● Instructions for the task
Report each line of the records below that uses the word "roads".

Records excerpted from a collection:
────────────────────────────────────────

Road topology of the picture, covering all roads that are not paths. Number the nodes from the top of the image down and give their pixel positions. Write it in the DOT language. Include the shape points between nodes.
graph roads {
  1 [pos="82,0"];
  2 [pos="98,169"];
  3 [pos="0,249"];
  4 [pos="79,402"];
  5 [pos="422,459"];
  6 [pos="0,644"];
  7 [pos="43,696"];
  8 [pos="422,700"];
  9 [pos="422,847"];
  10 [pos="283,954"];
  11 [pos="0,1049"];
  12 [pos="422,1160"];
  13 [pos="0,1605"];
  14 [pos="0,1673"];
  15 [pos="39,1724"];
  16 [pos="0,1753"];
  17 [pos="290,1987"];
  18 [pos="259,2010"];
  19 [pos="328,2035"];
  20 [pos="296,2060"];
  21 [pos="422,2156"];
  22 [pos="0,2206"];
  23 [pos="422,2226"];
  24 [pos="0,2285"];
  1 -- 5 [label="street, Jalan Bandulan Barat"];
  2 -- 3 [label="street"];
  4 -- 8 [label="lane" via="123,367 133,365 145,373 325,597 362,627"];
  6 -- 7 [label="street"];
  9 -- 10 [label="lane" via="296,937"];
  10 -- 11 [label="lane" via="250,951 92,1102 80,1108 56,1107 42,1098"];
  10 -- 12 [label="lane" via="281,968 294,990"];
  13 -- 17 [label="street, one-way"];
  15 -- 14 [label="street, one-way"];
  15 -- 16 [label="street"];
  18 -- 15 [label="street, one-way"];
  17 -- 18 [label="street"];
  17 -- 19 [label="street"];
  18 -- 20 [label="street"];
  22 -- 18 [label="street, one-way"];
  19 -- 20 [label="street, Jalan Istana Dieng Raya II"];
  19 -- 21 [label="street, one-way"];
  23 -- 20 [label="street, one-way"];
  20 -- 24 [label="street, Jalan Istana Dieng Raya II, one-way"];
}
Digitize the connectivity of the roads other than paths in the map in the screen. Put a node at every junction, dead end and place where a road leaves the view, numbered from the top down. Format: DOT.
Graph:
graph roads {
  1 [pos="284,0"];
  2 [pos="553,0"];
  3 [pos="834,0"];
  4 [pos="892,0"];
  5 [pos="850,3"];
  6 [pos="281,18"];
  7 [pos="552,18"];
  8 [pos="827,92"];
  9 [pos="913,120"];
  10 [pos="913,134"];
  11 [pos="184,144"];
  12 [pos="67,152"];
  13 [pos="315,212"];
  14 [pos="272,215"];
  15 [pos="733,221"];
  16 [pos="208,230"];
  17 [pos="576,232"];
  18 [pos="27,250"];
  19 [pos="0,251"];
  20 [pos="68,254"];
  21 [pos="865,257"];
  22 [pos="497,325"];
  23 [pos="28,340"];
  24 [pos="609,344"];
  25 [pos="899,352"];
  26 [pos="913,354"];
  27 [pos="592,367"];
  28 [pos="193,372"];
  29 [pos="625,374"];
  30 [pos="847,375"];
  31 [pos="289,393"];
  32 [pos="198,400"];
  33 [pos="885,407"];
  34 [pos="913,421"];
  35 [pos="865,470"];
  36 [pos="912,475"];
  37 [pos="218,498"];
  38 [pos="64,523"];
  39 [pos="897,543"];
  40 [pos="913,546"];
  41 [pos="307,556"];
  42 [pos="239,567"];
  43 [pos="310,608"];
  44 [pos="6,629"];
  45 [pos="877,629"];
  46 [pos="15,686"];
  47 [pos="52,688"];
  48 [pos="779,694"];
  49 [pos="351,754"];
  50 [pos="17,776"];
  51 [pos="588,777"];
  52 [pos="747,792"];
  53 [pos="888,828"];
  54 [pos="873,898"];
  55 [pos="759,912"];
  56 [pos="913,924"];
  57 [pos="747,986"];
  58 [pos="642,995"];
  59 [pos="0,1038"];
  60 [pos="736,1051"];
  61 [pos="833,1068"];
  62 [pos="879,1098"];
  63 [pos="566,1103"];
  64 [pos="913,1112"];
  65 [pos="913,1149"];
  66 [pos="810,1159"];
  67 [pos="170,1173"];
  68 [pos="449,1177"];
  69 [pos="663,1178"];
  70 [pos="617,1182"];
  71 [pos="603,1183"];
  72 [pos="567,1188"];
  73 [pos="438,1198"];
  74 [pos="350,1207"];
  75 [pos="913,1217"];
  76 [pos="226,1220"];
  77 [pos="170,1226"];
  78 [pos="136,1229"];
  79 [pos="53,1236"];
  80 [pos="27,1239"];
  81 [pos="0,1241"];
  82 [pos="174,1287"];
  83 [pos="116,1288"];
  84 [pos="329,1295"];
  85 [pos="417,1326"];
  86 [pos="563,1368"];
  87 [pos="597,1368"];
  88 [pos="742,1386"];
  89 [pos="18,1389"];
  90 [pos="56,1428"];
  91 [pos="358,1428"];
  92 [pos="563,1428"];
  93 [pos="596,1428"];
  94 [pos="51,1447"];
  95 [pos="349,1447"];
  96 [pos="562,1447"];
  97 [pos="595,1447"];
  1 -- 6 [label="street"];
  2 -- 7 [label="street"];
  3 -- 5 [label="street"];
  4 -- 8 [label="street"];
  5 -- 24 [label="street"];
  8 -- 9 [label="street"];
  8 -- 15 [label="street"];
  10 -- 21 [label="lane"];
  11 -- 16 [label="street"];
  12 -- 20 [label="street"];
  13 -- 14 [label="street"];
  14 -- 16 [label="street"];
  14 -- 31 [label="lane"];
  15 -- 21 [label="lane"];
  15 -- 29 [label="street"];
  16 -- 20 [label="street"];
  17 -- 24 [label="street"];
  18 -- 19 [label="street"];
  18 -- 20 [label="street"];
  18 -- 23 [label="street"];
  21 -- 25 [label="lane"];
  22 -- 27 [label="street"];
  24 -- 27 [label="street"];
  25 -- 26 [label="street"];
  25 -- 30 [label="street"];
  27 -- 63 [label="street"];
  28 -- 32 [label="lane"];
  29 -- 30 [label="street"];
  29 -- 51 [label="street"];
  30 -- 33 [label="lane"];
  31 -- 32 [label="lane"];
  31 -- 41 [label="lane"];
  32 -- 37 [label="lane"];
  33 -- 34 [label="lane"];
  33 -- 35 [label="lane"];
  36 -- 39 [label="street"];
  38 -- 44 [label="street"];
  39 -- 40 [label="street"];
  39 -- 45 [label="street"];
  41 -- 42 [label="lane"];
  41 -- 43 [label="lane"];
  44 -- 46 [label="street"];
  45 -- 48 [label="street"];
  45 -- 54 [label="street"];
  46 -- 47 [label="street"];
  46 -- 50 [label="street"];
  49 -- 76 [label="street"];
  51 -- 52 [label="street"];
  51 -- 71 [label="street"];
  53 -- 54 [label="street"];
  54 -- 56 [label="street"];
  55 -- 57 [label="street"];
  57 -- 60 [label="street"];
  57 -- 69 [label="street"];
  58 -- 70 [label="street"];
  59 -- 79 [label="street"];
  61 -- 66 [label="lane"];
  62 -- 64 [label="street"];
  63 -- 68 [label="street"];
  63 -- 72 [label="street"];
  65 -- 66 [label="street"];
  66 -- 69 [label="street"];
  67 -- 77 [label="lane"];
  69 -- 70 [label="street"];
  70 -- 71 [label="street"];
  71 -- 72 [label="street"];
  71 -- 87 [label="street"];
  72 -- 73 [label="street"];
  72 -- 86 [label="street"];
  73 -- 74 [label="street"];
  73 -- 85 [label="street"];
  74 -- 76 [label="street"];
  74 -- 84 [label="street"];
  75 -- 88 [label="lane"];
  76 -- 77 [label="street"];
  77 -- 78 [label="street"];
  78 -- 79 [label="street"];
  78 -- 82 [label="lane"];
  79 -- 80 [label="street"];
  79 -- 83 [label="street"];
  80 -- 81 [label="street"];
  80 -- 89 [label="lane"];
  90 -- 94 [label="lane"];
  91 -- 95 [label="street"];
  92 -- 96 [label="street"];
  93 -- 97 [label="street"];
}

────────────────────────────────────────

● Solution below
Road topology of the picture, covering all roads that are not paths. Number the nodes from the top of the image down and give their pixel positions. Write it in the DOT language. Include the shape points between nodes.
graph roads {
Digitize the connectivity of the roads other than paths in the map in the screen. Put a node at every junction, dead end and place where a road leaves the view, numbered from the top down. Format: DOT.
graph roads {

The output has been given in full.